Member of the Madhya Pradesh Legislative Assembly
- In office 1977–1993
- Constituency: Dimani
- In office 1998–2003
- Constituency: Dimani

Personal details
- Born: 13 January 1957 (age 69) Morena District
- Citizenship: India
- Party: Bhartiya Janata Party
- Occupation: Politician
- Cabinet: ex Minister

= Munshilal Khatik =

Indian politician

Munshilal Khatik is an Indian politician and member of Legislative Assembly of Madhya Pradesh. He represents the Dimani- Morena (Vidhan Sabha constituency) constituency of Madhya Pradesh and is a member of the Bharatiya Janata Party political party.

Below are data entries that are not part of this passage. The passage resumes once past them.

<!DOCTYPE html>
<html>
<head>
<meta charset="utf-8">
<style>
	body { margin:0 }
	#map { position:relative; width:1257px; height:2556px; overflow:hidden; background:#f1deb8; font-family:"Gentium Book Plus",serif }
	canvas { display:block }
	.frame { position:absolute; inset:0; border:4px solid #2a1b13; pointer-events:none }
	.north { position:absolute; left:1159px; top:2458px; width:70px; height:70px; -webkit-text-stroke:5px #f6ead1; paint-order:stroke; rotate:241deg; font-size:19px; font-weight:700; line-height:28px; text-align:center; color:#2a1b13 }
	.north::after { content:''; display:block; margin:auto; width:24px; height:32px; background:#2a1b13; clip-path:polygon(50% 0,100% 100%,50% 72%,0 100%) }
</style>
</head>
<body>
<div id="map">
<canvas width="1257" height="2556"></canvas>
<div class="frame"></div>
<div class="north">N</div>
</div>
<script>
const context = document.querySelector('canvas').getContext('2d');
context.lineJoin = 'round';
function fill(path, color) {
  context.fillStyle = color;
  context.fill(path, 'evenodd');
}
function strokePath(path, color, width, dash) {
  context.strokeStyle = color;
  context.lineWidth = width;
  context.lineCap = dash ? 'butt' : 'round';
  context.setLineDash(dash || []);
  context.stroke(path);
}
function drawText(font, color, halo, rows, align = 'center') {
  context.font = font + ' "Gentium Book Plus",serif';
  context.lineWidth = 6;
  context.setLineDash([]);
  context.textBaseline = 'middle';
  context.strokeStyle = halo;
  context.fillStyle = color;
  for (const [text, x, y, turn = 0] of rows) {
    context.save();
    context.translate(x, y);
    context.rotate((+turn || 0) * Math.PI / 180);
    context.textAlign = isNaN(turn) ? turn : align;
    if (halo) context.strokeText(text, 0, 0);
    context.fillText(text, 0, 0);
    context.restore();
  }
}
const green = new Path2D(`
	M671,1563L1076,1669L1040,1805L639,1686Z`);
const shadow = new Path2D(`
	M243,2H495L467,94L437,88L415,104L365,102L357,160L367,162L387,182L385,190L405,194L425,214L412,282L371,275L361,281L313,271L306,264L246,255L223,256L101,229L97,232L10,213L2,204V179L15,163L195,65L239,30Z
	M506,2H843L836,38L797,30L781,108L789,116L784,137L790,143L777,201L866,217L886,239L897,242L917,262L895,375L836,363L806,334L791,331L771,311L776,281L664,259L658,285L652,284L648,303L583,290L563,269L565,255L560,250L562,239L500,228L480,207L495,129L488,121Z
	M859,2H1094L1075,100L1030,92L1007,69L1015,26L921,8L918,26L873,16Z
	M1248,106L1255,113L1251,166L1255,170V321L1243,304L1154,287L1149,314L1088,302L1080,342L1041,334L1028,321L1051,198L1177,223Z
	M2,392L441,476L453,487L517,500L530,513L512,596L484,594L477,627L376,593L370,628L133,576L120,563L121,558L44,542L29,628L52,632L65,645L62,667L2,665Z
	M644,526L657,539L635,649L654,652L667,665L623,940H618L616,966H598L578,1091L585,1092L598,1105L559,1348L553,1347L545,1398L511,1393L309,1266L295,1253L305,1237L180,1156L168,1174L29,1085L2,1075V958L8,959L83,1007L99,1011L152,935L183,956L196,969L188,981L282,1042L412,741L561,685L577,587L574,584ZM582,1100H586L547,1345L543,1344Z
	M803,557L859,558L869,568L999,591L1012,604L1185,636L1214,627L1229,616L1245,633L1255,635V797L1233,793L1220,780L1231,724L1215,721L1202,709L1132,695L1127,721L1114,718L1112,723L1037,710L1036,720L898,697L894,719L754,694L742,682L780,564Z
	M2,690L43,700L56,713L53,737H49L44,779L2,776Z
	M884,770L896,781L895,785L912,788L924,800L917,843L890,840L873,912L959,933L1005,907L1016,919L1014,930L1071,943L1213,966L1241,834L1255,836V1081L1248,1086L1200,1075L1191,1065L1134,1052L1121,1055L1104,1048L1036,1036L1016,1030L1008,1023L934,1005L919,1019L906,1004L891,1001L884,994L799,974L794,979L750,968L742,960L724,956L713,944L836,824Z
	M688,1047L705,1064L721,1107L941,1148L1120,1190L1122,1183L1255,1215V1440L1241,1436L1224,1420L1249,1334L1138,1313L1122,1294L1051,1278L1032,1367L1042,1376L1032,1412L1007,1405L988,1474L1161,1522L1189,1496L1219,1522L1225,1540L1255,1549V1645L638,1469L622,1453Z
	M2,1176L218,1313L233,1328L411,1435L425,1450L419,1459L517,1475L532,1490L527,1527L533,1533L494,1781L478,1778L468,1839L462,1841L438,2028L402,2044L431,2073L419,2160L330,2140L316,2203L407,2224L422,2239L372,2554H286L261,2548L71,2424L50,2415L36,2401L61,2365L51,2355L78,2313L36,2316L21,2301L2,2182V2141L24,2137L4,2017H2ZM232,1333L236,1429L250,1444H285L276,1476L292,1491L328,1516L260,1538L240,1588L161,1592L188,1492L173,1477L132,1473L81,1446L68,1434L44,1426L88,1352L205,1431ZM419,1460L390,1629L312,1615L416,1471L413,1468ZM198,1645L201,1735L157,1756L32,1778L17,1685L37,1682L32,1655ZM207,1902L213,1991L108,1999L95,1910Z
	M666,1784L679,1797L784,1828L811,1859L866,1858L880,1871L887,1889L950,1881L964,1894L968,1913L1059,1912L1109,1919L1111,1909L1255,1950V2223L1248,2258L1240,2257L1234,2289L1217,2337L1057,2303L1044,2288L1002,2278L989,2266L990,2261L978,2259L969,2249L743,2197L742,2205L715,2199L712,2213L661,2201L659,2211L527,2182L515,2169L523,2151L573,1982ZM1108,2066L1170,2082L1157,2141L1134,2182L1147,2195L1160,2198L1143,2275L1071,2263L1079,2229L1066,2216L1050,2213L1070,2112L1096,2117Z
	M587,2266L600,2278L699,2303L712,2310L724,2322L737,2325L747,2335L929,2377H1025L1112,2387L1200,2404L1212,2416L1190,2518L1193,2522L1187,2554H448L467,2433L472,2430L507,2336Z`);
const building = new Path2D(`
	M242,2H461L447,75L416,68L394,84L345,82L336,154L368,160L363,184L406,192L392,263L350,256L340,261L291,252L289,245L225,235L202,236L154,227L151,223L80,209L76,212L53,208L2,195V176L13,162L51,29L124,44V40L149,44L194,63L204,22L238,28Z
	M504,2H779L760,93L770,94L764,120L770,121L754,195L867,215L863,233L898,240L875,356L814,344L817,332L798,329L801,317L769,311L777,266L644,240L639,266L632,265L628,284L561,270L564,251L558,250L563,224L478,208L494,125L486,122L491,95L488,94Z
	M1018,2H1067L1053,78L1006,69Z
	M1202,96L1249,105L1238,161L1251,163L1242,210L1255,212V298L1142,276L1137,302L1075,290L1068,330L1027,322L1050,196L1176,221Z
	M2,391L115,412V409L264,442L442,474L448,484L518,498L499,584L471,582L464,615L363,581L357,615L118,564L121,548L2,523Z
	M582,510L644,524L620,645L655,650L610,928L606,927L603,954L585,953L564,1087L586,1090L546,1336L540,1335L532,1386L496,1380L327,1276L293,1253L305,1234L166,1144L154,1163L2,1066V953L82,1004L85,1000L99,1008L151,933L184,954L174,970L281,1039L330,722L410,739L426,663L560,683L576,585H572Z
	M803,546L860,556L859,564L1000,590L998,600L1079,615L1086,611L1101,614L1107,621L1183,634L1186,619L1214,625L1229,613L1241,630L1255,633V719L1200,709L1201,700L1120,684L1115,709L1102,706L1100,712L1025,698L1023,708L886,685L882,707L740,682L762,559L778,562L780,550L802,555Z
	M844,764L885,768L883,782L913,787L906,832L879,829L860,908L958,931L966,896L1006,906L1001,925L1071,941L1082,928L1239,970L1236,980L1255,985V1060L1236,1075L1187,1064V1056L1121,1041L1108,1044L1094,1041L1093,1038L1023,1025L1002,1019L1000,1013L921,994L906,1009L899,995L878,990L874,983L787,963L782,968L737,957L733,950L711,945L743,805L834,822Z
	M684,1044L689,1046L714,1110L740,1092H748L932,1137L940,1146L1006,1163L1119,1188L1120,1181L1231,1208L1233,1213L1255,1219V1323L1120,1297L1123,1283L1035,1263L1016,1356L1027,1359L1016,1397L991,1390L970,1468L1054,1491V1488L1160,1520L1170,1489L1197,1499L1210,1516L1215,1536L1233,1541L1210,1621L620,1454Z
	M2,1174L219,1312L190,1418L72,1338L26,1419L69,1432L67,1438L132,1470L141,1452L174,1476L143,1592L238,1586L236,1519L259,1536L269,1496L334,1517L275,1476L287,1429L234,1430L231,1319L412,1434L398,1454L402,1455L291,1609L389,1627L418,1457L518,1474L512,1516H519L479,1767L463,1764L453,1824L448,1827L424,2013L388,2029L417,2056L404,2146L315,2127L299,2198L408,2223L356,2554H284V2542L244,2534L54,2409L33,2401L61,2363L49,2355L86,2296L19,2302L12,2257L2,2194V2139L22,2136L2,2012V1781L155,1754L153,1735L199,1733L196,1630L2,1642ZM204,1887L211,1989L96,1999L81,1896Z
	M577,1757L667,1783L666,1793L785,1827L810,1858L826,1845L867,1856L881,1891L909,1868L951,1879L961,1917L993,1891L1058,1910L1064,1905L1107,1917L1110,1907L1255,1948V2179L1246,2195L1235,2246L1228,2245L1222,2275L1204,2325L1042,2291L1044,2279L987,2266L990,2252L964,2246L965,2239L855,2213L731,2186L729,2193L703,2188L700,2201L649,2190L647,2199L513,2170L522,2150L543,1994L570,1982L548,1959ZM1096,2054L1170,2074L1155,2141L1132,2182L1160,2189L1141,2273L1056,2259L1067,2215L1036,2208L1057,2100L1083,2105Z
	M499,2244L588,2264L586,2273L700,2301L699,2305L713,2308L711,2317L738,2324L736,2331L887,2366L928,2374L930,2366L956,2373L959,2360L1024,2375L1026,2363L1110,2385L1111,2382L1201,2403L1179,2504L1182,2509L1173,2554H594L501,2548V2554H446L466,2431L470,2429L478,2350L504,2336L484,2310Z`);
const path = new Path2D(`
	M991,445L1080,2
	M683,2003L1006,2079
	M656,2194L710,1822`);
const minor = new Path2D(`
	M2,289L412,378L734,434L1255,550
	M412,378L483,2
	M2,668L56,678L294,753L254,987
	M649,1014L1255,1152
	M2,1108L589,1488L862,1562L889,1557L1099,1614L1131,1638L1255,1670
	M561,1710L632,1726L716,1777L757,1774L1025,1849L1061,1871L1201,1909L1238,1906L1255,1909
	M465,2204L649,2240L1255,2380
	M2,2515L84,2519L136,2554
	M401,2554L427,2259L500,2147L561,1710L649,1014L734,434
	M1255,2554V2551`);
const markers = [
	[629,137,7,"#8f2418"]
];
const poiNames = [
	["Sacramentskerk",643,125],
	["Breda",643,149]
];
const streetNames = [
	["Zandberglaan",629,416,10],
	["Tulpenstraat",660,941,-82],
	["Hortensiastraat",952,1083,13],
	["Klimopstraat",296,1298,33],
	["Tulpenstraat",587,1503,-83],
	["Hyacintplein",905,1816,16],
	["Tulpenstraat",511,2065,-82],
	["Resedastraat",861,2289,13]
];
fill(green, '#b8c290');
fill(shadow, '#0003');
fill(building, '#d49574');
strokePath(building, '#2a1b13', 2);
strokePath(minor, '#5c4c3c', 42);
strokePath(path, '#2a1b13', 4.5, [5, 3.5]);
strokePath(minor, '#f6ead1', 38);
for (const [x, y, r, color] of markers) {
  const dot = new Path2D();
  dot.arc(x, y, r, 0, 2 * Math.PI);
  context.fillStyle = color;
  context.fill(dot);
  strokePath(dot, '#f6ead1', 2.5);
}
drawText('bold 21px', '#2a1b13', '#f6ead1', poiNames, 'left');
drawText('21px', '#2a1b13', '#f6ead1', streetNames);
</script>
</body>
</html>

== Early life and education ==
Munshilal born in Murena district of Madhya Pradesh. Currently chairman of Animal husbandry and poultry development corporation, Madhya Pradesh.

== Political career ==
Munshilal Khatik is an Indian politician and member of Legislative Assembly of Madhya Pradesh. He represents the Morena constituency of Madhya Pradesh and is a member of the Bharatiya Janata Party political party. He has been five times MLA in Morena constituency and currently chairman of animal husbandry and poultry development corporation, Madhya Pradesh.